Assignment:
Provide the entries once more, identical in every word.

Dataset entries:
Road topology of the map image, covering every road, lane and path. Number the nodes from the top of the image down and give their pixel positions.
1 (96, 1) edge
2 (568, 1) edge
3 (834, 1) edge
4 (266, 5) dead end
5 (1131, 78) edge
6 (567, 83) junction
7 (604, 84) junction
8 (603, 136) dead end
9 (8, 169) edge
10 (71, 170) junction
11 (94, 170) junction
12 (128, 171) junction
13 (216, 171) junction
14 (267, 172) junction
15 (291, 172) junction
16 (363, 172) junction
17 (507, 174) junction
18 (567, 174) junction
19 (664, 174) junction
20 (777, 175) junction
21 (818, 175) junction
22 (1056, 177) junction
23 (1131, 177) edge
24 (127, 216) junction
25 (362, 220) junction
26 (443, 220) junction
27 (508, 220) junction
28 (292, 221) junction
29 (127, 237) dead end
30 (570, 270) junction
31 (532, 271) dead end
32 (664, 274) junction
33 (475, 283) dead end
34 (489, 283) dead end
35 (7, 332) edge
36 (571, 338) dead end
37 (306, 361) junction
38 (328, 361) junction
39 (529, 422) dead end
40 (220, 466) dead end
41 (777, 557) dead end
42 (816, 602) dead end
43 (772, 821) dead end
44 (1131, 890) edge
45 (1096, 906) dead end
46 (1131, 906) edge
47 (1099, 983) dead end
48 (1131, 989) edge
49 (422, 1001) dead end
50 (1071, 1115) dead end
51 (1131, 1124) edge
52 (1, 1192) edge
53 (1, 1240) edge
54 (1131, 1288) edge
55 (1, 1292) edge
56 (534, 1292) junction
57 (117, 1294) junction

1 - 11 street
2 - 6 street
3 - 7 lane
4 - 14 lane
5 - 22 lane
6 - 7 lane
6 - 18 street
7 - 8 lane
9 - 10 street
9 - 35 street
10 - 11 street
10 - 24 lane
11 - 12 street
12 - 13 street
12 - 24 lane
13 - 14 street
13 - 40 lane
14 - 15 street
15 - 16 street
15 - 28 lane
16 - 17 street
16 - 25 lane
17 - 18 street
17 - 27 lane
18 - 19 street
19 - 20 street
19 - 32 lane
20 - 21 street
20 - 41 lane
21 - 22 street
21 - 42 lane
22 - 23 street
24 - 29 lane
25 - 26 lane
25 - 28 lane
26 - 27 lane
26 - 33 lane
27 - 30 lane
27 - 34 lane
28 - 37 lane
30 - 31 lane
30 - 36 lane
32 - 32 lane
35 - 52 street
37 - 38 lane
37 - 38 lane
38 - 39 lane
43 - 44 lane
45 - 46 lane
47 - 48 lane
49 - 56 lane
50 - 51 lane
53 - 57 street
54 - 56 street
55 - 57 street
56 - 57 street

Your response:
Road topology of the map image, covering every road, lane and path. Number the nodes from the top of the image down and give their pixel positions.
1 (96, 1) edge
2 (568, 1) edge
3 (834, 1) edge
4 (266, 5) dead end
5 (1131, 78) edge
6 (567, 83) junction
7 (604, 84) junction
8 (603, 136) dead end
9 (8, 169) edge
10 (71, 170) junction
11 (94, 170) junction
12 (128, 171) junction
13 (216, 171) junction
14 (267, 172) junction
15 (291, 172) junction
16 (363, 172) junction
17 (507, 174) junction
18 (567, 174) junction
19 (664, 174) junction
20 (777, 175) junction
21 (818, 175) junction
22 (1056, 177) junction
23 (1131, 177) edge
24 (127, 216) junction
25 (362, 220) junction
26 (443, 220) junction
27 (508, 220) junction
28 (292, 221) junction
29 (127, 237) dead end
30 (570, 270) junction
31 (532, 271) dead end
32 (664, 274) junction
33 (475, 283) dead end
34 (489, 283) dead end
35 (7, 332) edge
36 (571, 338) dead end
37 (306, 361) junction
38 (328, 361) junction
39 (529, 422) dead end
40 (220, 466) dead end
41 (777, 557) dead end
42 (816, 602) dead end
43 (772, 821) dead end
44 (1131, 890) edge
45 (1096, 906) dead end
46 (1131, 906) edge
47 (1099, 983) dead end
48 (1131, 989) edge
49 (422, 1001) dead end
50 (1071, 1115) dead end
51 (1131, 1124) edge
52 (1, 1192) edge
53 (1, 1240) edge
54 (1131, 1288) edge
55 (1, 1292) edge
56 (534, 1292) junction
57 (117, 1294) junction

1 - 11 street
2 - 6 street
3 - 7 lane
4 - 14 lane
5 - 22 lane
6 - 7 lane
6 - 18 street
7 - 8 lane
9 - 10 street
9 - 35 street
10 - 11 street
10 - 24 lane
11 - 12 street
12 - 13 street
12 - 24 lane
13 - 14 street
13 - 40 lane
14 - 15 street
15 - 16 street
15 - 28 lane
16 - 17 street
16 - 25 lane
17 - 18 street
17 - 27 lane
18 - 19 street
19 - 20 street
19 - 32 lane
20 - 21 street
20 - 41 lane
21 - 22 street
21 - 42 lane
22 - 23 street
24 - 29 lane
25 - 26 lane
25 - 28 lane
26 - 27 lane
26 - 33 lane
27 - 30 lane
27 - 34 lane
28 - 37 lane
30 - 31 lane
30 - 36 lane
32 - 32 lane
35 - 52 street
37 - 38 lane
37 - 38 lane
38 - 39 lane
43 - 44 lane
45 - 46 lane
47 - 48 lane
49 - 56 lane
50 - 51 lane
53 - 57 street
54 - 56 street
55 - 57 street
56 - 57 street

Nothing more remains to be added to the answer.